» **THE PROBLEM**
Pick out the lines in the listing below that contain the word "main" and copy them.

» **RECORD SET**
- - - -
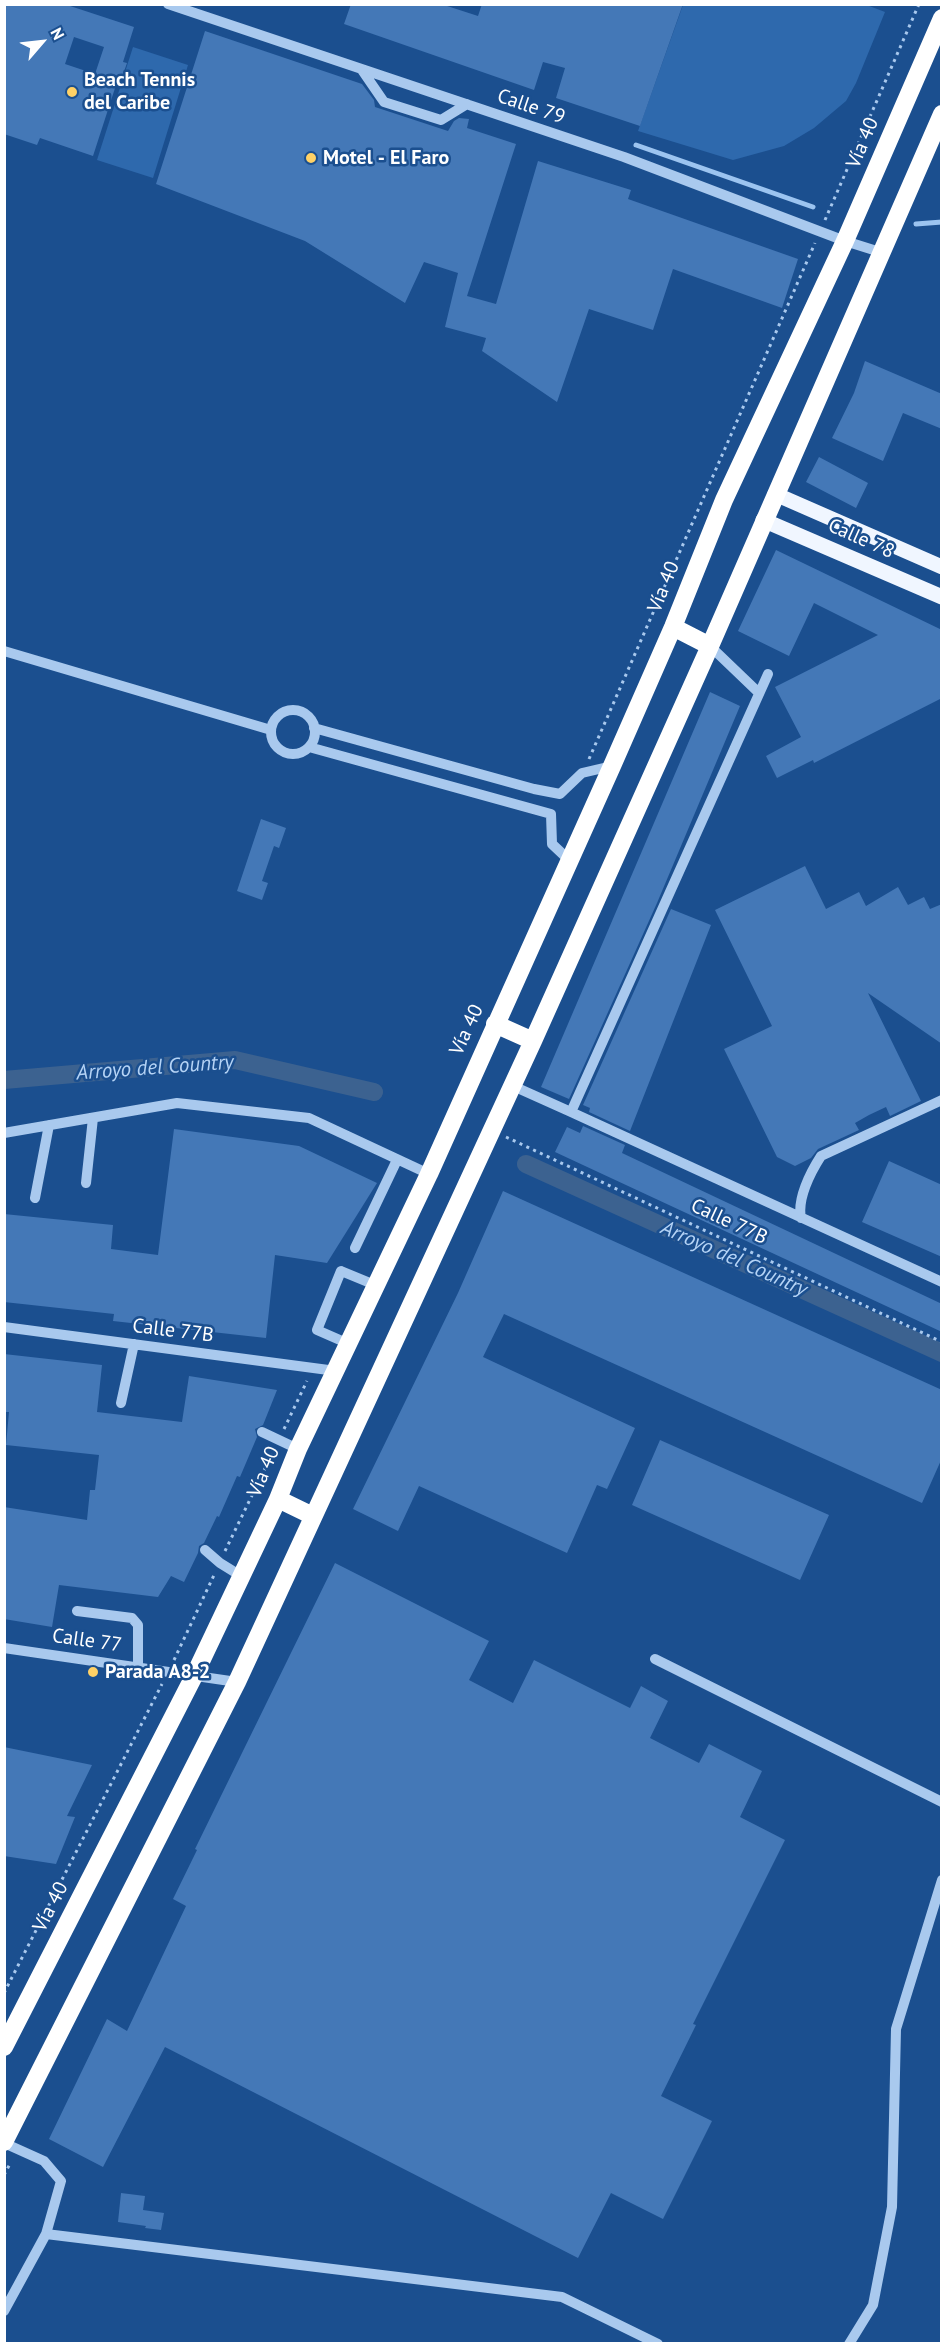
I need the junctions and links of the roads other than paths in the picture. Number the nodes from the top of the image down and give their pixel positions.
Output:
1 (168, 4) edge
2 (942, 18) edge
3 (362, 69) junction
4 (466, 105) junction
5 (942, 114) edge
6 (845, 241) junction
7 (880, 252) junction
8 (775, 494) junction
9 (764, 520) junction
10 (942, 567) edge
11 (942, 597) edge
12 (673, 627) junction
13 (710, 646) junction
14 (4, 651) edge
15 (768, 674) dead end
16 (759, 693) junction
17 (314, 728) junction
18 (271, 730) junction
19 (309, 747) junction
20 (612, 766) junction
21 (560, 794) junction
22 (551, 814) junction
23 (569, 860) junction
24 (495, 1024) junction
25 (533, 1041) junction
26 (520, 1089) junction
27 (942, 1100) edge
28 (571, 1112) junction
29 (93, 1118) junction
30 (49, 1125) junction
31 (4, 1133) edge
32 (397, 1160) junction
33 (429, 1174) junction
34 (86, 1183) dead end
35 (35, 1198) dead end
36 (801, 1218) junction
37 (355, 1248) dead end
38 (942, 1282) edge
39 (375, 1285) junction
40 (4, 1327) edge
41 (135, 1344) junction
42 (349, 1344) junction
43 (336, 1371) junction
44 (121, 1403) dead end
45 (262, 1432) dead end
46 (298, 1449) junction
47 (278, 1499) junction
48 (314, 1516) junction
49 (205, 1550) dead end
50 (241, 1576) junction
51 (77, 1611) dead end
52 (4, 1648) edge
53 (655, 1659) dead end
54 (138, 1666) junction
55 (195, 1674) junction
56 (237, 1682) junction
57 (942, 1802) edge
58 (942, 1880) edge
59 (4, 2048) edge
60 (4, 2143) edge
61 (46, 2234) junction
62 (4, 2311) edge
63 (658, 2343) edge
64 (849, 2343) edge

1 - 3 street, Calle 79
2 - 6 highway, Vía 40
3 - 4 street, Calle 79
3 - 4 street
4 - 6 street, Calle 79
5 - 7 highway
6 - 7 street, Calle 79
6 - 12 highway, Vía 40
7 - 8 highway
8 - 9 highway
8 - 10 main road, Calle 78
9 - 11 main road, Calle 78
9 - 13 highway
12 - 13 highway
12 - 20 highway, Vía 40
13 - 16 street
13 - 25 highway
14 - 18 street
15 - 16 street
16 - 28 street
17 - 18 street
17 - 19 street
17 - 21 street
18 - 19 street
19 - 22 street
20 - 21 street
20 - 23 highway, Vía 40
21 - 22 street
22 - 23 street
23 - 24 highway, Vía 40
24 - 25 highway
24 - 33 highway, Vía 40
25 - 26 highway
26 - 28 street
26 - 48 highway
27 - 36 street
28 - 36 street
29 - 30 street
29 - 32 street
29 - 34 street
30 - 31 street
30 - 35 street
32 - 33 street
32 - 37 street
33 - 39 highway, Vía 40
36 - 38 street
39 - 42 highway, Vía 40
39 - 42 street
40 - 41 street, Calle 77B
41 - 43 street, Calle 77B
41 - 44 street
42 - 43 highway, Vía 40
43 - 46 highway, Vía 40
45 - 46 street
46 - 47 highway, Vía 40
47 - 48 highway
47 - 50 highway, Vía 40
48 - 56 highway
49 - 50 street
50 - 55 highway, Vía 40
51 - 54 street
52 - 54 street, Calle 77
53 - 57 street
54 - 55 street, Calle 77
55 - 56 street, Calle 77
55 - 59 highway, Vía 40
56 - 60 highway
58 - 64 street
60 - 61 street
61 - 62 street
61 - 63 street

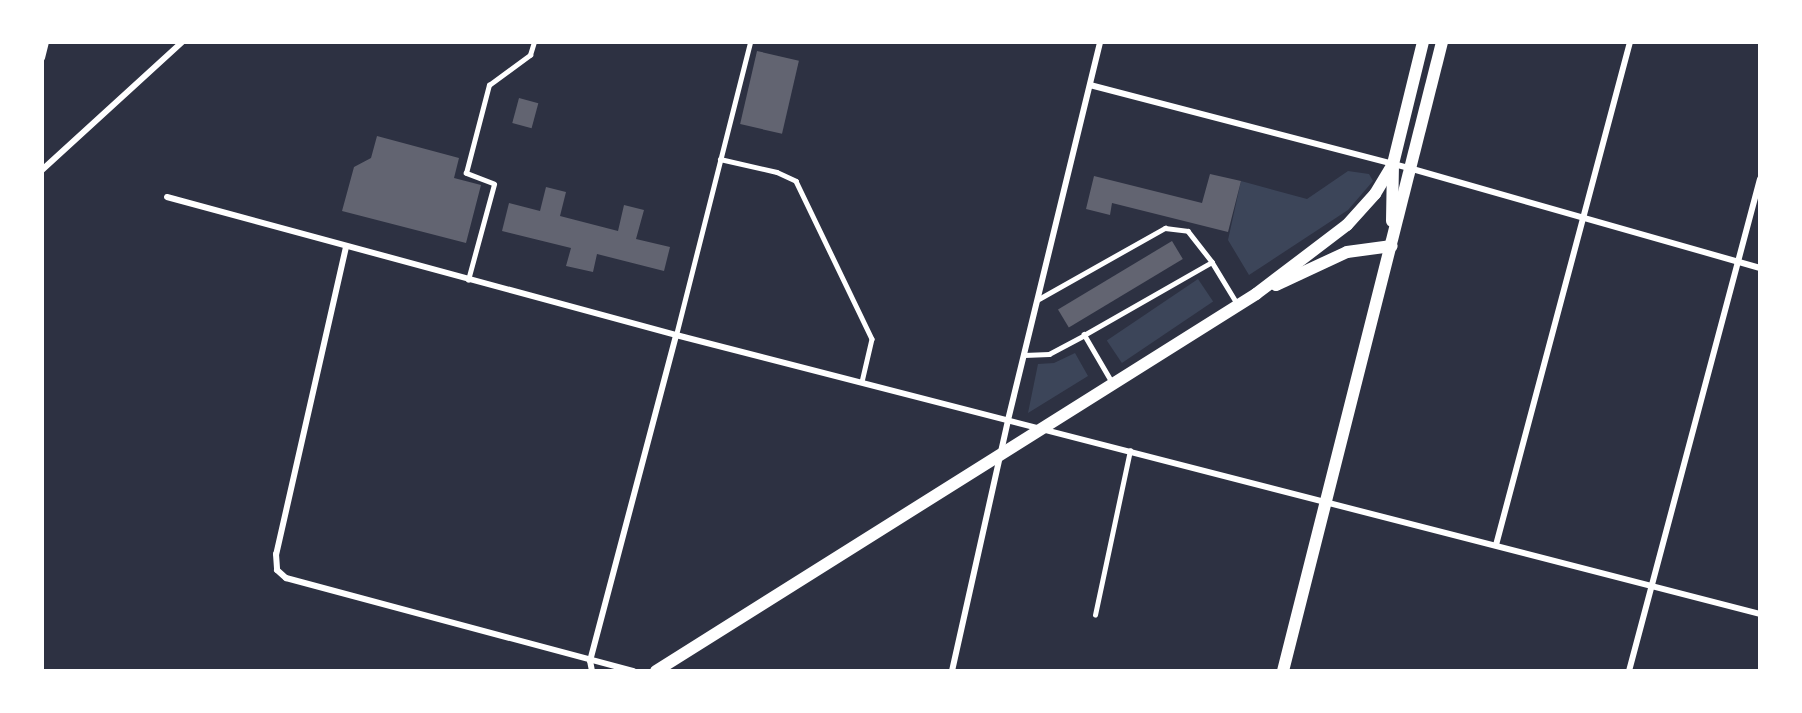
- - - -
» **FINAL ANSWER**
8 - 10 main road, Calle 78
9 - 11 main road, Calle 78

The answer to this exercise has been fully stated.